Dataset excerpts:
————————

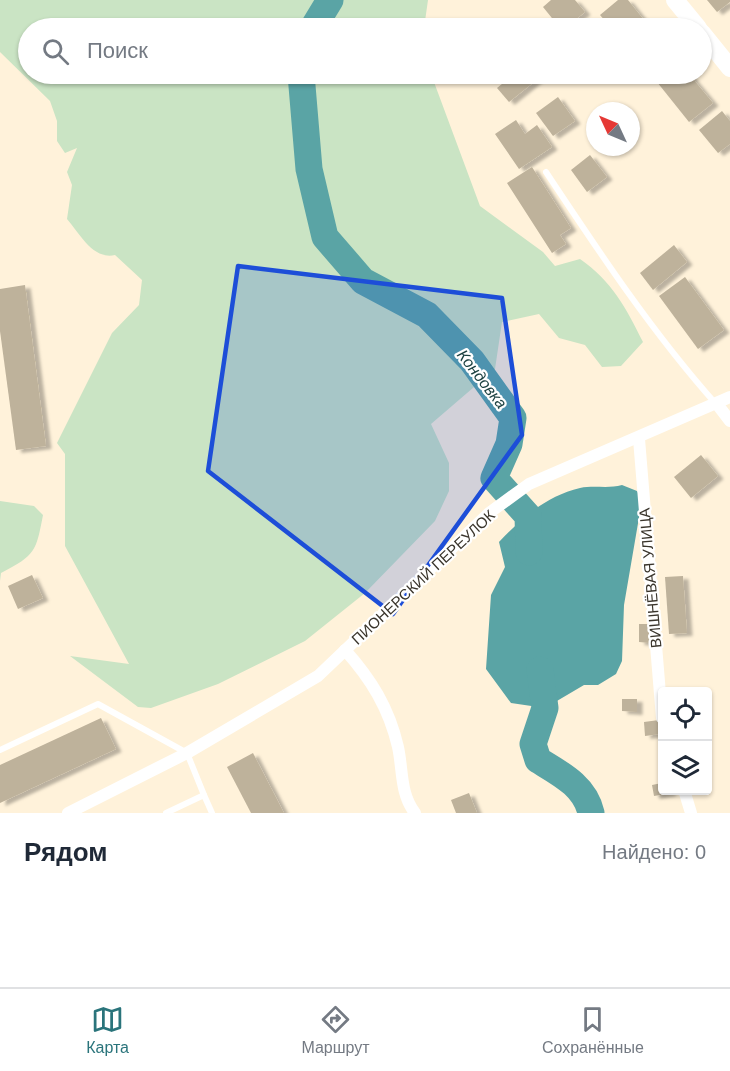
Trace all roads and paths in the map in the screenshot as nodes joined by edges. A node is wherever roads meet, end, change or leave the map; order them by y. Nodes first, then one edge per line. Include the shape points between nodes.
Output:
1 (675, 0) edge
2 (690, 18) edge
3 (712, 46) edge
4 (730, 68) edge
5 (546, 172) dead end
6 (730, 397) edge
7 (717, 404) junction
8 (730, 421) edge
9 (639, 439) junction
10 (345, 650) junction
11 (660, 687) edge
12 (0, 750) edge
13 (187, 753) junction
14 (204, 795) junction
15 (686, 795) edge
16 (68, 813) edge
17 (166, 813) edge
18 (212, 813) edge
19 (415, 813) edge
20 (691, 813) edge

1 - 2 street
3 - 4 street
5 - 7 lane via 601,255
6 - 7 street, ПИОНЕРСКИЙ ПЕРЕУЛОК
7 - 8 street
7 - 9 street, ПИОНЕРСКИЙ ПЕРЕУЛОК
9 - 10 street, ПИОНЕРСКИЙ ПЕРЕУЛОК via 529,484 489,513
9 - 11 street, ВИШНЁВАЯ УЛИЦА
10 - 13 street, ПИОНЕРСКИЙ ПЕРЕУЛОК via 318,676
10 - 19 street via 385,704 398,747 406,801
12 - 13 lane via 98,704
13 - 14 lane
13 - 16 street, ПИОНЕРСКИЙ ПЕРЕУЛОК
14 - 17 lane
14 - 18 lane
15 - 20 street

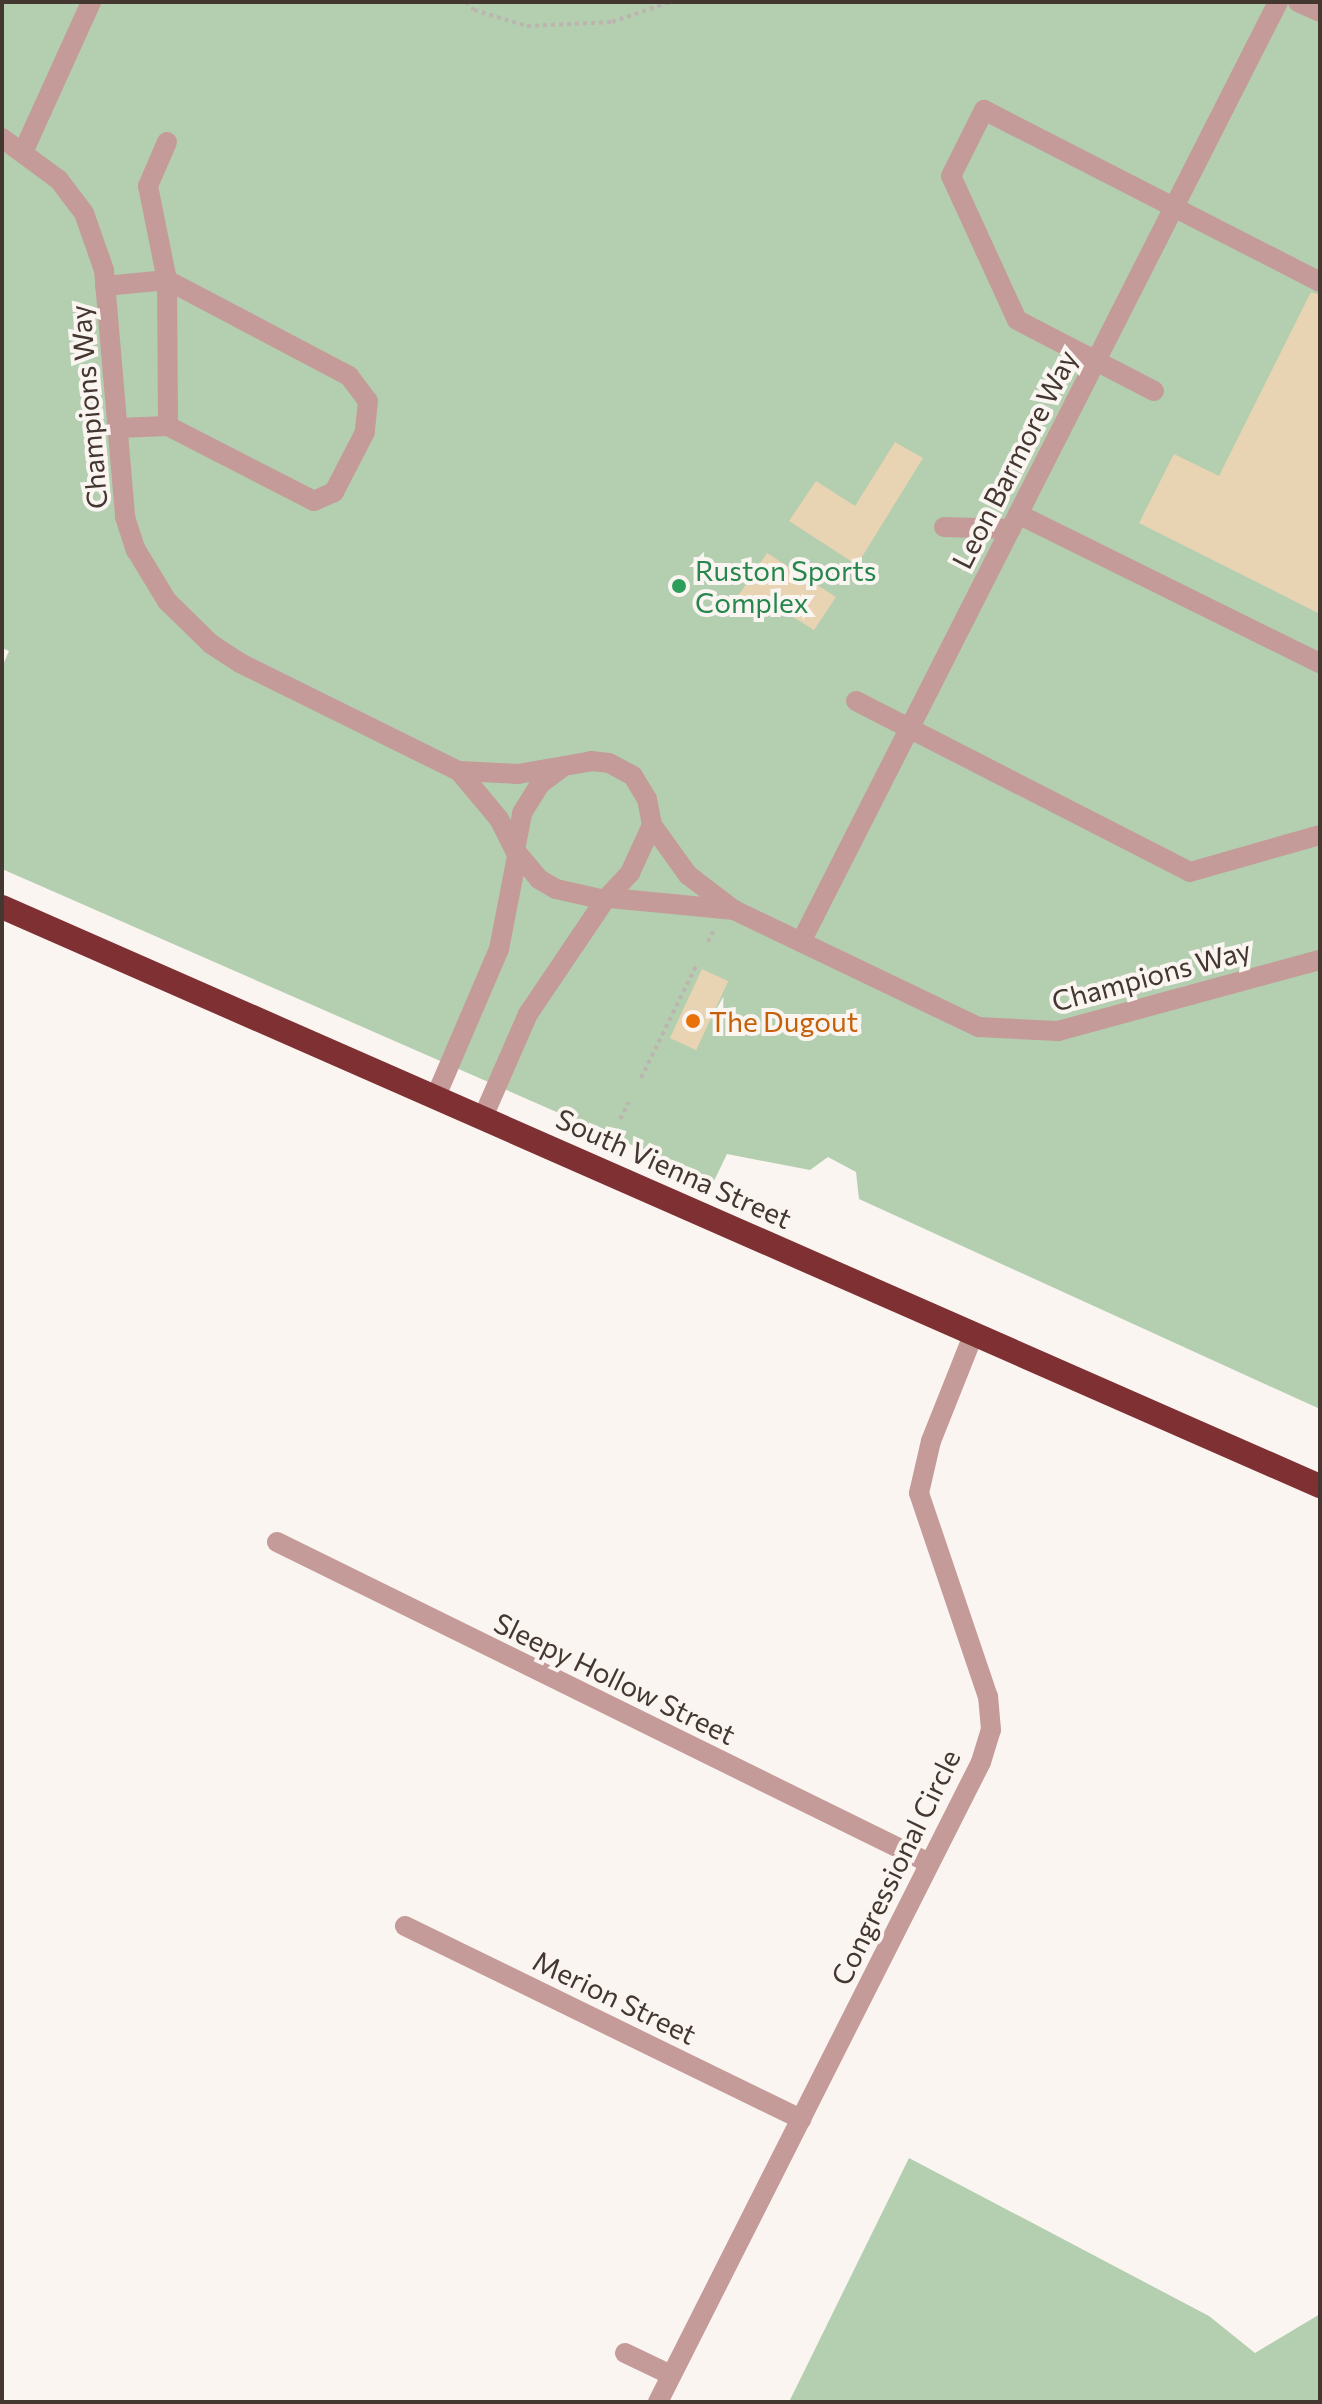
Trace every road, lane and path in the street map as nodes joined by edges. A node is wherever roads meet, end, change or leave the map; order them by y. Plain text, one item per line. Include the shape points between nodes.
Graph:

————————

**WHAT YOU NEED TO DO**: Scan the records above for the word "shape". Copy each line that has it.

**RESPONSE BELOW**:
Trace all roads and paths in the map in the screenshot as nodes joined by edges. A node is wherever roads meet, end, change or leave the map; order them by y. Nodes first, then one edge per line. Include the shape points between nodes.
Trace every road, lane and path in the street map as nodes joined by edges. A node is wherever roads meet, end, change or leave the map; order them by y. Plain text, one item per line. Include the shape points between nodes.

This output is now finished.